If you push a commit that doesn’t have an issue referenced from it, you should’ve most likely written that change as an issue first.
Pull Requests are one of the most important features that git version control enables, and GitHub gives you a really nice wrapper around them with code review features, tagging and discussion. Please watch out for any contribution guidelines when submitting a PR, and make sure to pay update documentation if you introduced changes that require it.

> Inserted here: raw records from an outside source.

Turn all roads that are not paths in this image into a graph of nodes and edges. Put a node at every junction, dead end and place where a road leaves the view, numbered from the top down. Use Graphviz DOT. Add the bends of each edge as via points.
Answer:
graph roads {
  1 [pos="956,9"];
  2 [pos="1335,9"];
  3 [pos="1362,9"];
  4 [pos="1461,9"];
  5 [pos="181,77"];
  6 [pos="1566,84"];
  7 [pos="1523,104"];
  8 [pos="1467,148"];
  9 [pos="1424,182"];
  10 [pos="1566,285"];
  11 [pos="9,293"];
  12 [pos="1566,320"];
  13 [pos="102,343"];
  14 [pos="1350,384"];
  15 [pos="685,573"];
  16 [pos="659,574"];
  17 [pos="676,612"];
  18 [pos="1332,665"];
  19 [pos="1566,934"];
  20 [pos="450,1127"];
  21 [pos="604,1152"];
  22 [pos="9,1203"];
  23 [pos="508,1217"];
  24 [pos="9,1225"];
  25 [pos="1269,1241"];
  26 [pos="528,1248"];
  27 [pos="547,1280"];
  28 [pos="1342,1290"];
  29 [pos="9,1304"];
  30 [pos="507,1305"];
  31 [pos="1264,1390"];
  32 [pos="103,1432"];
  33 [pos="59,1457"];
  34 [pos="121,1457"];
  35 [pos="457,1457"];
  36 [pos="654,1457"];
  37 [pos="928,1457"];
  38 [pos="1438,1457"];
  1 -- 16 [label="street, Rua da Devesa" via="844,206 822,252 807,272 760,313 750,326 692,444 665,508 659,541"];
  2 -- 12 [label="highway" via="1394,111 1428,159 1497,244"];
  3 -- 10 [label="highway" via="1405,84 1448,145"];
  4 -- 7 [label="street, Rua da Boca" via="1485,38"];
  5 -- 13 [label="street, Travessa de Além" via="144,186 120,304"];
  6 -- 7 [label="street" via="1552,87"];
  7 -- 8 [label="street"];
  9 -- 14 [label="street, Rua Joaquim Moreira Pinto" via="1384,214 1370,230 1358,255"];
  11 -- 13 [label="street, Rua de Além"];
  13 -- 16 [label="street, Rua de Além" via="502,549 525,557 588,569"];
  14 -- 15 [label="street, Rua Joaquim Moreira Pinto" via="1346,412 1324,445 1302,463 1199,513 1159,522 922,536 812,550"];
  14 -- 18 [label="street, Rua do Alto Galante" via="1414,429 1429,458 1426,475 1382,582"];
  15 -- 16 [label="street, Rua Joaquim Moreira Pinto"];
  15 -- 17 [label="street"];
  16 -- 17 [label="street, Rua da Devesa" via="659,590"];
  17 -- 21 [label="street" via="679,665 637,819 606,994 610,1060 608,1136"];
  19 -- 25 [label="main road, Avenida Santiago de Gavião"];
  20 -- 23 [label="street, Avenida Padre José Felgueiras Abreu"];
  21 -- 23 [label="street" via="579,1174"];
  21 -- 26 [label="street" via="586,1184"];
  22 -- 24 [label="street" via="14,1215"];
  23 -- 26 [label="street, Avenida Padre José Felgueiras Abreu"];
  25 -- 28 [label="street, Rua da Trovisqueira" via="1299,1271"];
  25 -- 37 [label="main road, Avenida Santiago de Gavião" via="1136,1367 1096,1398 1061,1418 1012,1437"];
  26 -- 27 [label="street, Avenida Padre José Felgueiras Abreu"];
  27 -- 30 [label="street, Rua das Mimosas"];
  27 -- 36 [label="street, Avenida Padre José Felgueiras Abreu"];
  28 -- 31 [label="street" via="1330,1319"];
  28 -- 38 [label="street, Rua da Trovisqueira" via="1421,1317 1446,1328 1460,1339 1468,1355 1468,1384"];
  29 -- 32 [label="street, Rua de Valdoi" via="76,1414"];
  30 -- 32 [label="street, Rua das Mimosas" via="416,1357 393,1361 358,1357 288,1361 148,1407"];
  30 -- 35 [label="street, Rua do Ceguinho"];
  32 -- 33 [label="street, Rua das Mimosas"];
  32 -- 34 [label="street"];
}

- every pull request should have an issue it attempts to provide a solution to
- there should be at least one approving review before merging
- you should not merge if CI fails – check what’s wrong, fix it and rerun the tests
- pushing additional commits to a previously approved PR should render previous approval invalid and new review should be required
- after merging, remember to remove the branch you just merged
While using version control and code review in itself is a huge improvement to your workflow and your code quality, you should strive to get the most out of the tools offered to you. All these things will help you as a developer to better communicate changes you introduce, but they’ll also help your team to understand these changes. You will also provide a lot more context for those same changes with more room for discussion, and you’ll also help with understanding historical reasons for the change and the debugging process.